The quantity would be from 600 million up to 1 billion cubic metres of gas.

According to Tumanyan, Iran has agreed to and the negotiations also touched upon the possibility of exporting Turkmen gas via Armenia to Georgia by a Swap system, which Georgia reportedly agreed to.

The news about the talks came as Armenia’s current government is engaged in diversifying its political, economic, and security ties away from Russia, a process that mostly started after Armenia’s defeat in the Second Nagorno-Karabakh War. The deterioration of bilateral relations deepened when Armenia faced a lack of support from Russia and the Moscow-led Collective Security Treaty Organisation (CSTO) during the Azerbaijani attacks on Armenia in 2021 and 2022.

Pashinyan has also pushed the concept that ‘independence is replacing dependence on the few with dependence on the many’, implying that Armenia should reduce its dependence on Russia and instead seek multiple alliances.

As for the second direction of the talks, Tumanyan mentioned that it pertained to the buying and supplying of various petroleum products of Turkmenistan to Armenia, and perhaps other countries.

‘The ball is in our court here. We must provide information and advisory support to Armenian stakeholder companies so that they are able to conduct activities in the Turkmen business environment’, Tumanyan said.

Tumanyan noted that negotiations on energy cooperation have been taking place for the past several years.

The possible supply of Turkmen gas via Iran was reported since the early 2000s. Both current and the previous Armenian administrations were involved in the talks in this regard.

During his visit to Armenia in December 2016, Iran’s then-President Hassan Rouhani announced his country’s readiness to serve as a transit route for Armenia’s gas imports from Turkmenistan.
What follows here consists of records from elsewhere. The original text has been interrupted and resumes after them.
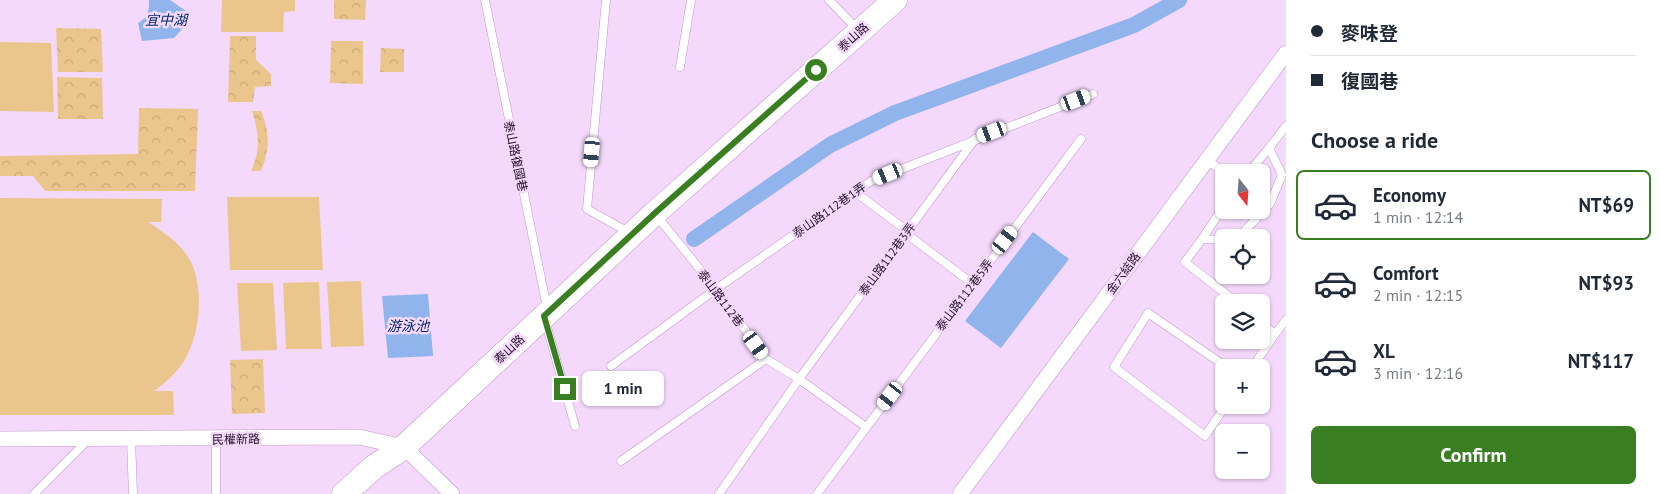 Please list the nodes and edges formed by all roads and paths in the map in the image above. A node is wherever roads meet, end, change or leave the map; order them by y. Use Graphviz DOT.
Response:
graph roads {
  1 [pos="485,0"];
  2 [pos="606,0"];
  3 [pos="691,0"];
  4 [pos="829,0"];
  5 [pos="895,0"];
  6 [pos="860,31"];
  7 [pos="1286,53"];
  8 [pos="680,67"];
  9 [pos="1093,94"];
  10 [pos="1286,126"];
  11 [pos="975,138"];
  12 [pos="1081,138"];
  13 [pos="1269,148"];
  14 [pos="1206,160"];
  15 [pos="1256,164"];
  16 [pos="1215,166"];
  17 [pos="855,192"];
  18 [pos="655,213"];
  19 [pos="1215,219"];
  20 [pos="1246,229"];
  21 [pos="907,232"];
  22 [pos="632,234"];
  23 [pos="1202,239"];
  24 [pos="1215,240"];
  25 [pos="972,284"];
  26 [pos="716,289"];
  27 [pos="1226,294"];
  28 [pos="546,314"];
  29 [pos="1286,320"];
  30 [pos="1270,330"];
  31 [pos="1275,334"];
  32 [pos="766,359"];
  33 [pos="1215,359"];
  34 [pos="1258,359"];
  35 [pos="611,366"];
  36 [pos="798,379"];
  37 [pos="1220,414"];
  38 [pos="575,426"];
  39 [pos="866,427"];
  40 [pos="89,439"];
  41 [pos="130,439"];
  42 [pos="216,439"];
  43 [pos="0,440"];
  44 [pos="404,446"];
  45 [pos="621,461"];
  46 [pos="34,494"];
  47 [pos="133,494"];
  48 [pos="216,494"];
  49 [pos="344,494"];
  50 [pos="452,494"];
  51 [pos="719,494"];
  52 [pos="818,494"];
  53 [pos="960,494"];
  1 -- 28 [label="lane, 泰山路復國巷"];
  2 -- 22 [label="lane"];
  3 -- 8 [label="lane"];
  4 -- 6 [label="lane"];
  5 -- 6 [label="main road, 泰山路"];
  6 -- 18 [label="main road, 泰山路"];
  7 -- 14 [label="street, 金六結路"];
  9 -- 11 [label="lane, 泰山路112巷1弄"];
  10 -- 13 [label="lane"];
  11 -- 17 [label="lane, 泰山路112巷1弄"];
  11 -- 21 [label="lane, 泰山路112巷3弄"];
  12 -- 25 [label="lane, 泰山路112巷5弄"];
  13 -- 15 [label="lane"];
  13 -- 20 [label="lane"];
  14 -- 16 [label="lane"];
  14 -- 53 [label="street, 金六結路"];
  17 -- 21 [label="lane"];
  17 -- 26 [label="lane, 泰山路112巷1弄"];
  18 -- 22 [label="main road, 泰山路"];
  18 -- 26 [label="lane, 泰山路112巷"];
  19 -- 23 [label="lane"];
  21 -- 25 [label="lane"];
  21 -- 36 [label="lane, 泰山路112巷3弄"];
  22 -- 28 [label="main road, 泰山路"];
  23 -- 24 [label="lane"];
  23 -- 27 [label="lane"];
  25 -- 39 [label="lane, 泰山路112巷5弄"];
  26 -- 32 [label="lane, 泰山路112巷"];
  26 -- 35 [label="lane, 泰山路112巷1弄"];
  28 -- 38 [label="lane, 泰山路復國巷"];
  28 -- 44 [label="main road, 泰山路"];
  29 -- 31 [label="lane"];
  30 -- 31 [label="lane"];
  31 -- 34 [label="lane"];
  32 -- 36 [label="lane, 泰山路112巷"];
  32 -- 45 [label="lane"];
  33 -- 37 [label="lane"];
  36 -- 39 [label="lane, 泰山路112巷"];
  36 -- 51 [label="lane, 泰山路112巷3弄"];
  39 -- 52 [label="lane, 泰山路112巷5弄"];
  40 -- 41 [label="street, 民權新路"];
  40 -- 43 [label="street, 民權新路"];
  40 -- 46 [label="lane"];
  41 -- 42 [label="street, 民權新路"];
  41 -- 47 [label="lane"];
  42 -- 44 [label="street, 民權新路"];
  42 -- 48 [label="lane"];
  44 -- 49 [label="main road, 泰山路"];
  44 -- 50 [label="street"];
}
The readiness was reiterated in May 2022 as well.

RFE/RL reported that Turkmenistan was Armenia’s ‘principal supplier of natural gas in the 1990s, until the Armenian government signed a long-term deal with Russia’s Gazprom monopoly’.

Some portion of Armenian gas imports comes from Iran, through a pipeline built in 2008.

In March 2018, then-Armenian Minister of Energy Infrastructures and Natural Resources, Ashot Manukyan, refuted the rumours that there was a political matter and Armenia was more interested in importing gas from Russia.

Manukyan stated that Armenia was discussing both with Turkmenistan and Iran the gas alternative import opportunities, but ‘we do not have a competitive offer yet’.

‘The offer must be so that the price of the proposed gas will be cheaper than the one we import’, he added.

10th meeting of economic cooperation

The statement of the talks on the gas deal came on the same day as Armenia hosted the 10th Armenia-Turkmenistan Intergovernmental Commission for Economic Cooperation meeting.

‘It’s no secret that the current level of trade-economic ties between the two countries doesn’t reflect the entire potential of the two countries. It is obvious that in this regard the bilateral cooperation hasn’t yet reached the desired level and there is a need for expanding it’, Minister of Territorial Administration and Infrastructures David Khudatyan said.

In turn, Deputy Chair of the Cabinet of Ministers of Turkmenistan Batyr Amanov stated that their strategy was aimed at ‘further deepening partnerships with various countries, including Armenia’.

Reporting on the negotiations in the media of Turkmenistan, one of the most tightly restricted media environments in the world, were scant.